[dpdk-dev] [PATCH] vhost: adaptively batch small guest memory copies

Maxime Coquelin maxime.coquelin at redhat.com
Thu Sep 7 19:47:57 CEST 2017

Hi Tiwei,

On 08/24/2017 04:19 AM, Tiwei Bie wrote:
> This patch adaptively batches the small guest memory copies.
> By batching the small copies, the efficiency of executing the
> memory LOAD instructions can be improved greatly, because the
> memory LOAD latency can be effectively hidden by the pipeline.
> We saw great performance boosts for small packets PVP test.
> This patch improves the performance for small packets, and has
> distinguished the packets by size. So although the performance
> for big packets doesn't change, it makes it relatively easy to
> do some special optimizations for the big packets too.
> Signed-off-by: Tiwei Bie<tiwei.bie at intel.com>
> Signed-off-by: Zhihong Wang<zhihong.wang at intel.com>
> Signed-off-by: Zhiyong Yang<zhiyong.yang at intel.com>
> ---
> This optimization depends on the CPU internal pipeline design.
> So further tests (e.g. ARM) from the community is appreciated.
>   lib/librte_vhost/vhost.c      |   2 +-
>   lib/librte_vhost/vhost.h      |  13 +++
>   lib/librte_vhost/vhost_user.c |  12 +++
>   lib/librte_vhost/virtio_net.c | 240 ++++++++++++++++++++++++++++++++----------
>   4 files changed, 209 insertions(+), 58 deletions(-)

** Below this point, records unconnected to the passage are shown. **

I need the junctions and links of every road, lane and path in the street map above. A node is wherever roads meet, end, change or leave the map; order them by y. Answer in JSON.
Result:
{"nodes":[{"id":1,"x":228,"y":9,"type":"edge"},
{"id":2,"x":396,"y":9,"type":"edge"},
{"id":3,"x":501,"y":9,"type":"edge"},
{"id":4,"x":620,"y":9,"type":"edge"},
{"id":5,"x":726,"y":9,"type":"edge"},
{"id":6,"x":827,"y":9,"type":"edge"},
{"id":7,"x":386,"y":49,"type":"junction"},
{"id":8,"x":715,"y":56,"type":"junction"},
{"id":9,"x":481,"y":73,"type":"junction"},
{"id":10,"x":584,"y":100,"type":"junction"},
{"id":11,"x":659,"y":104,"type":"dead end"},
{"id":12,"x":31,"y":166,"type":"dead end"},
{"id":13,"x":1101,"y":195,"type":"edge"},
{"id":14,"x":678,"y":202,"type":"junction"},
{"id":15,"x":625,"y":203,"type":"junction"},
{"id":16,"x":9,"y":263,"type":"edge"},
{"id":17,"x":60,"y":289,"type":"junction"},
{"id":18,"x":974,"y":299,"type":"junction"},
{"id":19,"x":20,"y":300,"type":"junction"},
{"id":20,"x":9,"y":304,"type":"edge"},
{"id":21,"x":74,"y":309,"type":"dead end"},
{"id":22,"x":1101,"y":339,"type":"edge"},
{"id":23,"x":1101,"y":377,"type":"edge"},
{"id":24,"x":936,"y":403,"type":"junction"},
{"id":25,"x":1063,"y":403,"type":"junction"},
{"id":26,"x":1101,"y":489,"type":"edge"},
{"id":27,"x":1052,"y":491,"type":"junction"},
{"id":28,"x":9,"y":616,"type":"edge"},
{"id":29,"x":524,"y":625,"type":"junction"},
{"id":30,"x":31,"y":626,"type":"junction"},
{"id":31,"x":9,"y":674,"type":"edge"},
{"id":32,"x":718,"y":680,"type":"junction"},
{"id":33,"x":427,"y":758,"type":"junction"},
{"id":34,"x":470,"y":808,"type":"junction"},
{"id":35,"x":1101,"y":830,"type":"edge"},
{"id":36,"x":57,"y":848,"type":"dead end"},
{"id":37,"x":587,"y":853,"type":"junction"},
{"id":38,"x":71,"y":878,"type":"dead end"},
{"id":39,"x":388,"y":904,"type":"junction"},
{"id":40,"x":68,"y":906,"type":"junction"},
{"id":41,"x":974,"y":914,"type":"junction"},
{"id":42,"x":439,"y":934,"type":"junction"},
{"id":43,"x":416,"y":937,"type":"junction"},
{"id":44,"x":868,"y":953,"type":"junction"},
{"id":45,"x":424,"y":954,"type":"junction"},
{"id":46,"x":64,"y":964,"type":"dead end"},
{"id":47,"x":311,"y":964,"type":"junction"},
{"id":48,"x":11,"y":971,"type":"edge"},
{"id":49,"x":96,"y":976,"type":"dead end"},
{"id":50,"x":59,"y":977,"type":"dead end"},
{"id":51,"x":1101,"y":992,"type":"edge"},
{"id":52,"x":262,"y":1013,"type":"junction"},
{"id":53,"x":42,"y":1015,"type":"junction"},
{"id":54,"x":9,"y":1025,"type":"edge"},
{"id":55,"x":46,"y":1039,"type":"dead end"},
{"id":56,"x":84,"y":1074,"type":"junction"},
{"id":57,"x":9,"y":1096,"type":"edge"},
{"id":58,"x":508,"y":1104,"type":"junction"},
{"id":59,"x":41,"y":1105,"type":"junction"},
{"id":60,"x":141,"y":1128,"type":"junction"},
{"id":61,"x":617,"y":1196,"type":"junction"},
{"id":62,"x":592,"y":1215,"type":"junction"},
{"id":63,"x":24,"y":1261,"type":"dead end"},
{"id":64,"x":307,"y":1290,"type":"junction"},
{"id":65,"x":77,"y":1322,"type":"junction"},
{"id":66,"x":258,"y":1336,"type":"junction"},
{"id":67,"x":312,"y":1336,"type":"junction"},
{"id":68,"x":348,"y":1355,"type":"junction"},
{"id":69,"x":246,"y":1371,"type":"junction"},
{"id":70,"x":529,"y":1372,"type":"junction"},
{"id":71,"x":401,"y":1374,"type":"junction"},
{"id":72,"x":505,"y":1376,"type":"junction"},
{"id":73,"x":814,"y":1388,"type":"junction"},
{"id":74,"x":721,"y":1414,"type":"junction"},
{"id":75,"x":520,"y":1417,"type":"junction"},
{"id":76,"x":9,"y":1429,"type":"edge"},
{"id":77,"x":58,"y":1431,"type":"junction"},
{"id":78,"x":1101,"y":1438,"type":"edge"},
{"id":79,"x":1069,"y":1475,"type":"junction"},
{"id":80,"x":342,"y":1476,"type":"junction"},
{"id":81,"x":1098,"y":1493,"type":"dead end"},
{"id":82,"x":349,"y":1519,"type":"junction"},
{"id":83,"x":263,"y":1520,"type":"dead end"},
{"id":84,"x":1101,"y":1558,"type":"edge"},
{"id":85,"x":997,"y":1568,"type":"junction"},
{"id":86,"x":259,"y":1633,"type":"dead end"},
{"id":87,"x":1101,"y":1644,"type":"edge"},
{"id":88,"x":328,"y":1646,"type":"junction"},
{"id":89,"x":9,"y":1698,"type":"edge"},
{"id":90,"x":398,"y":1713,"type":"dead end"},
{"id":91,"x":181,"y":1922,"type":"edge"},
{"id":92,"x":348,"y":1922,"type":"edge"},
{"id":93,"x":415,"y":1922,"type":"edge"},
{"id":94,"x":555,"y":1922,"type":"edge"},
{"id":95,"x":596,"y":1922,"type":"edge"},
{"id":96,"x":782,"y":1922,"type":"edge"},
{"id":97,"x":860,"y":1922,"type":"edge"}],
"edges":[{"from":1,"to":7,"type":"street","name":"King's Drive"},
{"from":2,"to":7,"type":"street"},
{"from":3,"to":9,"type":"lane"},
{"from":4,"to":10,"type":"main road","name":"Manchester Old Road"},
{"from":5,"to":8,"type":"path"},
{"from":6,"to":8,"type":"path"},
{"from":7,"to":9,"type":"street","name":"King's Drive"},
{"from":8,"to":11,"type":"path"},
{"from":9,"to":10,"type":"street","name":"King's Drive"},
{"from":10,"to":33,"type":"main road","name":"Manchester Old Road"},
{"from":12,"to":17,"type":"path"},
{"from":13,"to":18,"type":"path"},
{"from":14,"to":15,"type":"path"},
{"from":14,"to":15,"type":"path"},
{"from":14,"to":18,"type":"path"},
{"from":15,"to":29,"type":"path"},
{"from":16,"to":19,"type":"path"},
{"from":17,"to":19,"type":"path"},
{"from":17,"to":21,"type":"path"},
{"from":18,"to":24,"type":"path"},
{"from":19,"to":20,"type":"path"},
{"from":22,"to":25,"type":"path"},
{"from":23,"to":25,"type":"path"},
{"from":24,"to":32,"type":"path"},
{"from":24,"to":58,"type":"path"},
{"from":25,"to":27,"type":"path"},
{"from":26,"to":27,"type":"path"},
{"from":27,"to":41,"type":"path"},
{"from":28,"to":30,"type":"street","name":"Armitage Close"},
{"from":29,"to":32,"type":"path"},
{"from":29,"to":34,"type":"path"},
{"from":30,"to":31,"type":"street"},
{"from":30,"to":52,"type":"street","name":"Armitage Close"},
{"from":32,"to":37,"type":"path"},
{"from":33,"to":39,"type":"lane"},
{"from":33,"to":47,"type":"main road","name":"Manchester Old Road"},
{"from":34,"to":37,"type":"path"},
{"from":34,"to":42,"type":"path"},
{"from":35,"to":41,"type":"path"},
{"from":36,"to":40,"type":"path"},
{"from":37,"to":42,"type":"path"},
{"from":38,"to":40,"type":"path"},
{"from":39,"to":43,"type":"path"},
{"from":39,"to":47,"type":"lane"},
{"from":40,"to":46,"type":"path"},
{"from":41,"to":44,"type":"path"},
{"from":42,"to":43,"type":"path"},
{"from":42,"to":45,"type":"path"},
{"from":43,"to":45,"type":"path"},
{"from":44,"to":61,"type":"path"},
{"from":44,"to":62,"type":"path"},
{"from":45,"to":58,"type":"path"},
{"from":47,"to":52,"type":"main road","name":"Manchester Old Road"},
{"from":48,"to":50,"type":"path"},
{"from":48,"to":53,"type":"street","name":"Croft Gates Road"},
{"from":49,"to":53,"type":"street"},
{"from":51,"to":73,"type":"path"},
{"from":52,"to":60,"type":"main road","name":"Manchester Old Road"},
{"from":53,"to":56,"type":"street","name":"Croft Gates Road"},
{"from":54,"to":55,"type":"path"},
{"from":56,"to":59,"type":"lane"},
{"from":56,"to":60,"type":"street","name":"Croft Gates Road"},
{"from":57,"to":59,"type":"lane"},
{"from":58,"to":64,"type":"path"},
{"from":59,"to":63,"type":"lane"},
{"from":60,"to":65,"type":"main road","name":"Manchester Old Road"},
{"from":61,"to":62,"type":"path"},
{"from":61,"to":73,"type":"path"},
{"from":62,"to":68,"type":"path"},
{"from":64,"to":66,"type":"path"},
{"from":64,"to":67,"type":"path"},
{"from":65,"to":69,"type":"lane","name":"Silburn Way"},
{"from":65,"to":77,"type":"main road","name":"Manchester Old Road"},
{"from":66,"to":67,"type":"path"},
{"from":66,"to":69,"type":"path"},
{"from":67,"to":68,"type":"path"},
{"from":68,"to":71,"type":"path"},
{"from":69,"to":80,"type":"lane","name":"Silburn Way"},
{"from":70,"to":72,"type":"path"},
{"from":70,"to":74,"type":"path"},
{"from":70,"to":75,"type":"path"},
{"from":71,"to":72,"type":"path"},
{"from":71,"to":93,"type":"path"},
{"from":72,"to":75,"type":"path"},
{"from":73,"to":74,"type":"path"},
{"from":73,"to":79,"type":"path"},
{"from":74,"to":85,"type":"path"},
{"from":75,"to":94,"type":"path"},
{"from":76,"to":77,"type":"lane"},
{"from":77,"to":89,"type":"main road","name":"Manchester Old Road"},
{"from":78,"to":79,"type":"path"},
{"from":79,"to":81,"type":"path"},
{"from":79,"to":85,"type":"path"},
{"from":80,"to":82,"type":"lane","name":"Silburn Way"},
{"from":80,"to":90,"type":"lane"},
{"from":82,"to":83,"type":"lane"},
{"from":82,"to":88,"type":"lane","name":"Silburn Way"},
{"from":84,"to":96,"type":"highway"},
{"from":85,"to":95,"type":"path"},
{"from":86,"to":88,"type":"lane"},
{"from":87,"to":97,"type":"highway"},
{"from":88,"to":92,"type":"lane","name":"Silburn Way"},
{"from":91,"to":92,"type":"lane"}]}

I did some PVP benchmark with your patch.
First I tried my standard PVP setup, with io forwarding on host and
macswap on guest in bidirectional mode.

With this, I notice no improvement (18.8Mpps), but I think it explains
because guest is the bottleneck here.
So I change my setup to do csum forwarding on host side, so that host's
PMD threads are more loaded.

In this case, I notice a great improvement, I get 18.8Mpps with your
patch instead of 14.8Mpps without! Great work!

Reviewed-by: Maxime Coquelin <maxime.coquelin at redhat.com>